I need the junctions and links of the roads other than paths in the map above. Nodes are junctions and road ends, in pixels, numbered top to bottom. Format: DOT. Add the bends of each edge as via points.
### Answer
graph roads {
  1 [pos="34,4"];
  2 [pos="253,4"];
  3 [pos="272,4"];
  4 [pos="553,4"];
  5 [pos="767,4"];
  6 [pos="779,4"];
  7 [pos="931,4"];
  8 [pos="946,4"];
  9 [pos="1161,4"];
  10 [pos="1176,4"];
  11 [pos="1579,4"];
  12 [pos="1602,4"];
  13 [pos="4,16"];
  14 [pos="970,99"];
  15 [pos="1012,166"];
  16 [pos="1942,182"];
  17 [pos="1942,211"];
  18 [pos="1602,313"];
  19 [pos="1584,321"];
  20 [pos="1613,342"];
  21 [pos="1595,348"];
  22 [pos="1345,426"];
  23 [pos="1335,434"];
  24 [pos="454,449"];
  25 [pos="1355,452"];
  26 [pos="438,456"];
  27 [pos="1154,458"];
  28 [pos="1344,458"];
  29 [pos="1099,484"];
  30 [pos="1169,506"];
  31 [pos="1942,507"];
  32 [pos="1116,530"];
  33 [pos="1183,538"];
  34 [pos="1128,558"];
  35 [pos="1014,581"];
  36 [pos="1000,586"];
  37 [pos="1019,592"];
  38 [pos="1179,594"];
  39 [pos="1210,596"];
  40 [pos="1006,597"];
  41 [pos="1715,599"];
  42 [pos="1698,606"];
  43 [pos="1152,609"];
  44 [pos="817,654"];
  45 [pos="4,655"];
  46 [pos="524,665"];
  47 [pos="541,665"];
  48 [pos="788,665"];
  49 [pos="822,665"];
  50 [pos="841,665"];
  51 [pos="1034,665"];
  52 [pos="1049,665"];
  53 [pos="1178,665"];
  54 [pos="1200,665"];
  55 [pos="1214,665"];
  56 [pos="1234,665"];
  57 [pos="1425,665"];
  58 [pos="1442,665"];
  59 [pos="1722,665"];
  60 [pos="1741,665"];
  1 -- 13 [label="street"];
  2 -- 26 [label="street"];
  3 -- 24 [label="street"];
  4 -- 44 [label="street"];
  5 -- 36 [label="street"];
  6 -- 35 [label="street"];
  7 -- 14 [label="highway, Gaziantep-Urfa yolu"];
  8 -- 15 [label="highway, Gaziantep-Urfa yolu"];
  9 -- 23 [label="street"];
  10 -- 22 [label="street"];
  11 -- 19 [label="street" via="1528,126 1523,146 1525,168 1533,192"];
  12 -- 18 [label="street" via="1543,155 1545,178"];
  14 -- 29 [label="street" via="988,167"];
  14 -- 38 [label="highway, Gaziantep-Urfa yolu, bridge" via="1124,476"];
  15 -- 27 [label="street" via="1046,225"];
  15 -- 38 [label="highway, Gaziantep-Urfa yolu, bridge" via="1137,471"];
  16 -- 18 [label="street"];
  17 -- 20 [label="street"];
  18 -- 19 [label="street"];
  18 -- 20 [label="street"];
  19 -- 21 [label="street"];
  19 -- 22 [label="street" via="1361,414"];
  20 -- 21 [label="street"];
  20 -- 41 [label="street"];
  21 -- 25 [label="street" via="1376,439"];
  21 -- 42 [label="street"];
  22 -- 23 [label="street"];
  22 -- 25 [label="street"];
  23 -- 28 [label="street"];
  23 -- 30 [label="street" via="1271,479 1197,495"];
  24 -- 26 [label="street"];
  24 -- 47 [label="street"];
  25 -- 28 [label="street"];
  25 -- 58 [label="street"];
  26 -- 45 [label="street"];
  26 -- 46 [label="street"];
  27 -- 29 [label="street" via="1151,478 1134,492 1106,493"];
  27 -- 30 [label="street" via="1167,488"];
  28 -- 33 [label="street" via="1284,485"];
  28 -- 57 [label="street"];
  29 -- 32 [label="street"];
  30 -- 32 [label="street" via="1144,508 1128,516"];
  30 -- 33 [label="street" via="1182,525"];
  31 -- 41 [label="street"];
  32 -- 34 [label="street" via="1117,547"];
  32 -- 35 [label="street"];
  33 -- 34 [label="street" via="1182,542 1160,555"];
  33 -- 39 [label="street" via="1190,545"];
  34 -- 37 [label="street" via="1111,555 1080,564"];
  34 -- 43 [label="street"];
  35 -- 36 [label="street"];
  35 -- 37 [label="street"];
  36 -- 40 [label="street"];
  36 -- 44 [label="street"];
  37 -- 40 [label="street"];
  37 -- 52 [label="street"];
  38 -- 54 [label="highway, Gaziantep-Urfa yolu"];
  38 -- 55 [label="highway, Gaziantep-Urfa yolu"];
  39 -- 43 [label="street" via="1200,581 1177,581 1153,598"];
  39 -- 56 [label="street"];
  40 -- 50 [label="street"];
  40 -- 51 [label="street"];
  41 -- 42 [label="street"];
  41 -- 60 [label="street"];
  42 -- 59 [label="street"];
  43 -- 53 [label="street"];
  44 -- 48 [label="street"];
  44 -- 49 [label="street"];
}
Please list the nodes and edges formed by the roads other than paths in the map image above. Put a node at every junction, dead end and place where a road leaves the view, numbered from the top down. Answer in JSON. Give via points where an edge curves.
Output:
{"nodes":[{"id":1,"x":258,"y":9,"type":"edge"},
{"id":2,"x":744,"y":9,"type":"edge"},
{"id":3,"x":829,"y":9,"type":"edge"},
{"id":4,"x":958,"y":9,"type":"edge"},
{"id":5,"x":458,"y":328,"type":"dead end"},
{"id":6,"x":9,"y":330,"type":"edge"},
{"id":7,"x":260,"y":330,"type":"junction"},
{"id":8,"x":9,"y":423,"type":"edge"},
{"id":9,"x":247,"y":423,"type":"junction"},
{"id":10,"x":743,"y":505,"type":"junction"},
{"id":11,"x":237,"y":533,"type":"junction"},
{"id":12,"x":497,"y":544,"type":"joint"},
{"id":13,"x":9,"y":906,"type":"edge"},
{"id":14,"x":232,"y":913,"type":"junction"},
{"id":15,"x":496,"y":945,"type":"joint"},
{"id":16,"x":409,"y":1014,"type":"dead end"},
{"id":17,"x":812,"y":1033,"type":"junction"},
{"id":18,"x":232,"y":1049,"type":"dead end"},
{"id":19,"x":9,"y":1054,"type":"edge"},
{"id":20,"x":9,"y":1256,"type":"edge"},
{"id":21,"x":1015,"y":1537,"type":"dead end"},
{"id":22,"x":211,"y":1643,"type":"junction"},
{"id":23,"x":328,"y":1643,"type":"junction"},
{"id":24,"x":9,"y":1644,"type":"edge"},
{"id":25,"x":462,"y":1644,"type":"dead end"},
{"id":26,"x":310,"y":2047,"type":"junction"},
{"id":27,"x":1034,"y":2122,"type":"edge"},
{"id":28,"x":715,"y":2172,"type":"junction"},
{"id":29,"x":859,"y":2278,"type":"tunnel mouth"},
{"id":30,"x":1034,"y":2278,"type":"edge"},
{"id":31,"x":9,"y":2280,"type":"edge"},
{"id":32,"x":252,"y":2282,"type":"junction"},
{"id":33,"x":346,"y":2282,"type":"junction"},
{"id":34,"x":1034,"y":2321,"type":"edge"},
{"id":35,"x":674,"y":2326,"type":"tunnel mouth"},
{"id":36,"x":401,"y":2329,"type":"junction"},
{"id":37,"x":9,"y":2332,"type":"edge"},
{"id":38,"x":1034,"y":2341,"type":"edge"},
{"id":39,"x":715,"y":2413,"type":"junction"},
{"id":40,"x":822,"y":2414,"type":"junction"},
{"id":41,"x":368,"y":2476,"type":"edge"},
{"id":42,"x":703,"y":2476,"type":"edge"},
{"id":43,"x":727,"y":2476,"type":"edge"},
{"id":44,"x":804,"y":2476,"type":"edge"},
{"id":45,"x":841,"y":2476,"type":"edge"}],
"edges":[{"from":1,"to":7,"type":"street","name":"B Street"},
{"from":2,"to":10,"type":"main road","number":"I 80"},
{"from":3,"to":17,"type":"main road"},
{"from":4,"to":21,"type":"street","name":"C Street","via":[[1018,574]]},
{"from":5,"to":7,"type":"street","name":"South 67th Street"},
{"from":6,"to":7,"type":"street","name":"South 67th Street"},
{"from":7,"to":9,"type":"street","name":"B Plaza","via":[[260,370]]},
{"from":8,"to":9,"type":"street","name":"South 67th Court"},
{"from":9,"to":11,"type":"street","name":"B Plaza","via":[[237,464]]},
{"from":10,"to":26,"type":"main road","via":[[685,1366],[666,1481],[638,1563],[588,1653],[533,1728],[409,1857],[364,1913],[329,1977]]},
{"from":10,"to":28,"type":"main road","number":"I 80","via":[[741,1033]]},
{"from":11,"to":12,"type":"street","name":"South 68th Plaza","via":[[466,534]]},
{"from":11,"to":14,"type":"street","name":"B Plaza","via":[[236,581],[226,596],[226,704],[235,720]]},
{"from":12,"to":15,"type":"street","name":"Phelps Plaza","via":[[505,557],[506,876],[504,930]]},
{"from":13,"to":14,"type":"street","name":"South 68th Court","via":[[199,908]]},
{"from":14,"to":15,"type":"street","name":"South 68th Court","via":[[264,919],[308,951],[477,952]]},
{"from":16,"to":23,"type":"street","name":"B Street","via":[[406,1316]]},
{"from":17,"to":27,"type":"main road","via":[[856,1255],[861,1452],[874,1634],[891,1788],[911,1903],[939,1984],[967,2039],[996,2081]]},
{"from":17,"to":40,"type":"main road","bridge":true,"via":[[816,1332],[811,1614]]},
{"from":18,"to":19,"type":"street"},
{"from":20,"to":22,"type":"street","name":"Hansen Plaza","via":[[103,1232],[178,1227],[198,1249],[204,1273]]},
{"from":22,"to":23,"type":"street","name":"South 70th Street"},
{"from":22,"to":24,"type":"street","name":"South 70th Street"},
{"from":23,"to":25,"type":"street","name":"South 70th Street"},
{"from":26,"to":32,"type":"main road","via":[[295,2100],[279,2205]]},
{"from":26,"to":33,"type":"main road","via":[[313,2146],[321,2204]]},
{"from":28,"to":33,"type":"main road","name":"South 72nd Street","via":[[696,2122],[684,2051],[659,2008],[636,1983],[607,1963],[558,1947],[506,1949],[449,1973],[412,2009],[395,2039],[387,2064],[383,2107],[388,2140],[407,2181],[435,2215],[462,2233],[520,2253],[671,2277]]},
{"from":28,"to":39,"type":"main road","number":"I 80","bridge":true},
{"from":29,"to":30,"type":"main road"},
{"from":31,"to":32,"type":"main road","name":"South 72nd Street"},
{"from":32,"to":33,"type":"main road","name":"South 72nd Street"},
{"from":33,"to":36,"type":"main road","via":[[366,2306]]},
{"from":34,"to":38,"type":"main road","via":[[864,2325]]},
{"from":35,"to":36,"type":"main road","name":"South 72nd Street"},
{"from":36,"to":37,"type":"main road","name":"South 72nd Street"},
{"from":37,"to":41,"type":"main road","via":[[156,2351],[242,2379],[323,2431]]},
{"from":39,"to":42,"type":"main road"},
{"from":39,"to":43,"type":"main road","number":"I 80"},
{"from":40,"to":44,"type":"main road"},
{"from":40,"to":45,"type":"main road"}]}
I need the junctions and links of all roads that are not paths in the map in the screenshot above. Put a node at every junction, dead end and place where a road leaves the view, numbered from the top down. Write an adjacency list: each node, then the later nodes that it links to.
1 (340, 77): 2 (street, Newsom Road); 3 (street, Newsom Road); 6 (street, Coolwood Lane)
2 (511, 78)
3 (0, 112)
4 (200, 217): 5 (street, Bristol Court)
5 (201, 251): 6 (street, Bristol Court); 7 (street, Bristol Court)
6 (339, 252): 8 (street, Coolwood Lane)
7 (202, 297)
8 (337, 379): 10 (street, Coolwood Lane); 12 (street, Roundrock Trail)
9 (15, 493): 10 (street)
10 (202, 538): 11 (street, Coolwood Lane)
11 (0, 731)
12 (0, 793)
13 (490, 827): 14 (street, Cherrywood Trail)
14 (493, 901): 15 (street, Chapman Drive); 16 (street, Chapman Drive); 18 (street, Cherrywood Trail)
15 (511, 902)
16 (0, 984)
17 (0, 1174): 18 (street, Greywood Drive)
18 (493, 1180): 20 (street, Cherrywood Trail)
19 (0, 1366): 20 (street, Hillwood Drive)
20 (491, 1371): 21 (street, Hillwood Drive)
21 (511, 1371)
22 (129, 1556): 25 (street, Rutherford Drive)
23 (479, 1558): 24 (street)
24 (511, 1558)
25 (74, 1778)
______
EXERCISE REQUIREMENTS - Every line from the one containing "I need the junctions and links of all" to the final line of the listing above should be set down exactly, with nothing added.

ANSWER SPACE -
I need the junctions and links of all roads that are not paths in the map in the screenshot above. Put a node at every junction, dead end and place where a road leaves the view, numbered from the top down. Write an adjacency list: each node, then the later nodes that it links to.
1 (340, 77): 2 (street, Newsom Road); 3 (street, Newsom Road); 6 (street, Coolwood Lane)
2 (511, 78)
3 (0, 112)
4 (200, 217): 5 (street, Bristol Court)
5 (201, 251): 6 (street, Bristol Court); 7 (street, Bristol Court)
6 (339, 252): 8 (street, Coolwood Lane)
7 (202, 297)
8 (337, 379): 10 (street, Coolwood Lane); 12 (street, Roundrock Trail)
9 (15, 493): 10 (street)
10 (202, 538): 11 (street, Coolwood Lane)
11 (0, 731)
12 (0, 793)
13 (490, 827): 14 (street, Cherrywood Trail)
14 (493, 901): 15 (street, Chapman Drive); 16 (street, Chapman Drive); 18 (street, Cherrywood Trail)
15 (511, 902)
16 (0, 984)
17 (0, 1174): 18 (street, Greywood Drive)
18 (493, 1180): 20 (street, Cherrywood Trail)
19 (0, 1366): 20 (street, Hillwood Drive)
20 (491, 1371): 21 (street, Hillwood Drive)
21 (511, 1371)
22 (129, 1556): 25 (street, Rutherford Drive)
23 (479, 1558): 24 (street)
24 (511, 1558)
25 (74, 1778)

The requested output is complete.